Negative indicators of action
by digby
Howie has written a very provocative post on the historical legacy of various CIA chiefs over the years that’s well worth reading as we contemplate how much “trust” we are required to have in these allegedly top flight professionals who know what they’re doing.
He quotes this telling excerpt from the biography of the two men most associated with the founding of the CIA, Allen and John Foster Dulles called The Brothers about the day after the botched Bay of Pigs invasion when the military was clamoring for a full scale invasion:
At White House meetings the next day, Kennedy fended off more pleas that he send U.S. forces to support the Bay of Pigs invaders. The strongest came from his chief of naval operations, Admiral Arleigh Burke, who came into the Oval Office late in the evening with an equally agited [CIA official Richard] Bissell.
“Let me take two jets and shoot down this enemy aircraft,” Burke pleaded.
“No,” Kennedy replied. “I don’t want to get the United States involved with this.”
“Can I not send in an airstrike?”
“No.”
“Can we send in a few planes?”
“No, because they could be identified as United States.”
“Can we paint out their numbers?”
“No.”
Grasping for options, Burke asked if Kennedy would authorize artillery attacks on Cuban forces from American destroyers. The answer was the same: “No.”
Later that day Kennedy told an aide, “I probably made a mistake keeping Allen Dulles.”
…More than one hundred of the invaders had died. Most of the rest were rounded up and imprisoned. For Castro it was a supreme, ecstatic triumph. Kennedy was staggered.
“How can I have been so stupid?” he wondered aloud.
Others were equally stunned. Criticism of the CIA, in both the press and Congress, rose to unprecedented intensity. Allen was not spared. The cover story in Time, headlined “The Cuba Disaster,” questioned his very concept of intelligence.
…If Allen had not yet confronted the implications of the Bay of Pigs disaster, Kennedy had. In private he cursed “CIA bastards” for luring him into it, and wished he could “splinter the CIA into a thousand pieces and scatter it into the winds.”
Needless to say, Howie’s post is in response to the brouhaha over the memoir of ex-CIA chief and GOP defense secretary holdover Robert Gates. He concludes his post with this:
Historically, the United States would have been better off to use CIA Directors as negative indicators of action. They are always wrong, always wrong about everything. From day one, they missed everything important and disastrously misinterpreted everything they touched.

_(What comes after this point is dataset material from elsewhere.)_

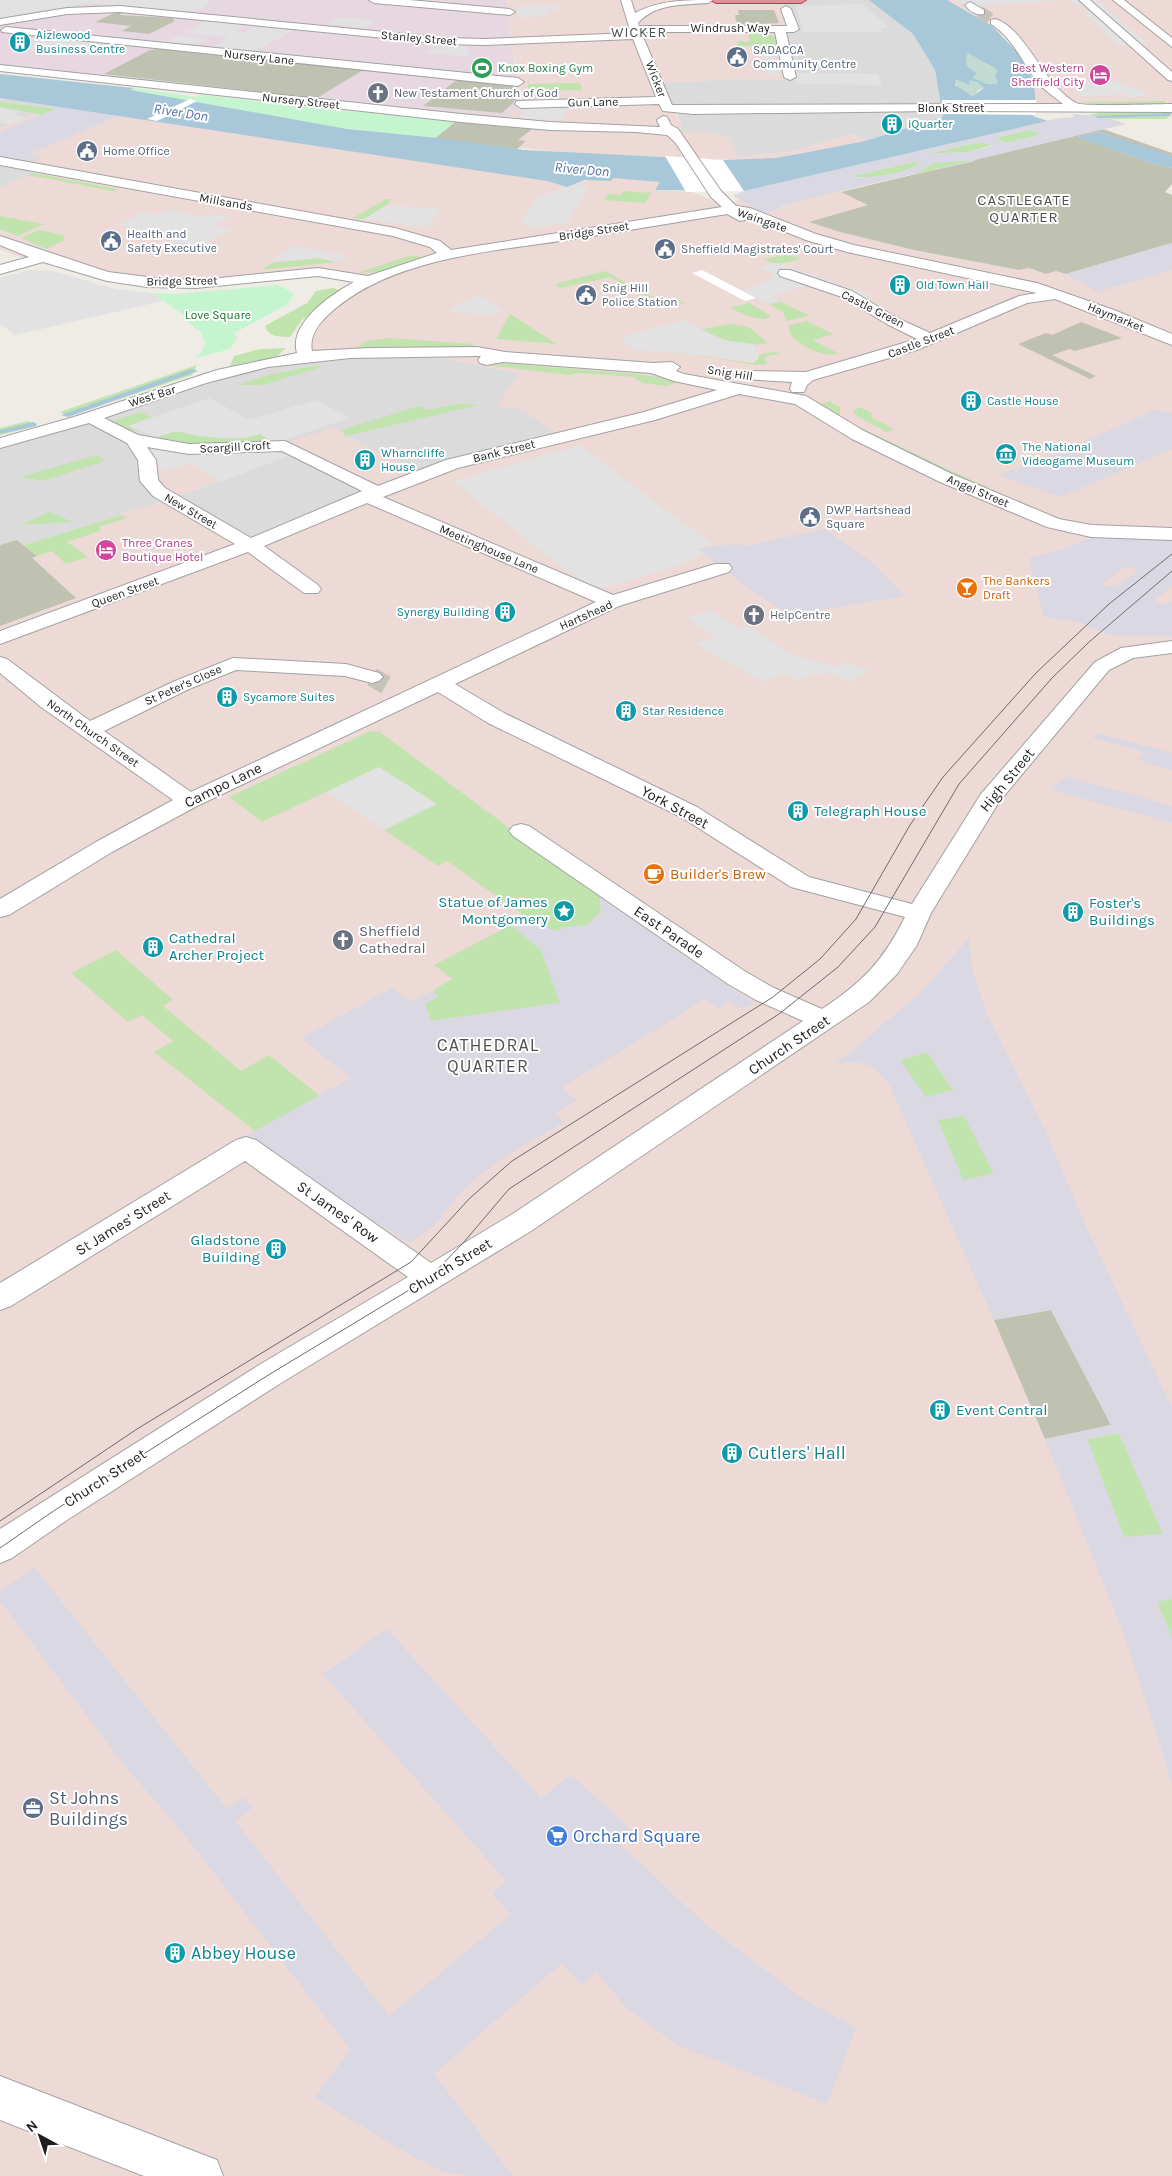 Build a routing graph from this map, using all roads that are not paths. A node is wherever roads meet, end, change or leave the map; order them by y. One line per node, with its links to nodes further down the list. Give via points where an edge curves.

Their track record really is abominable.
It’s time to re-imagine the national security apparatus. I’m not sure we can ever form a better system. it may just be the nature of the beast to be this incompetent. But it’s very hard to imagine one that’s worse.
Read the whole post. There’s much more there about our vaunted spooks and warriors. They have too much power and too little sense. It’s a miracle they haven’t done worse than they have.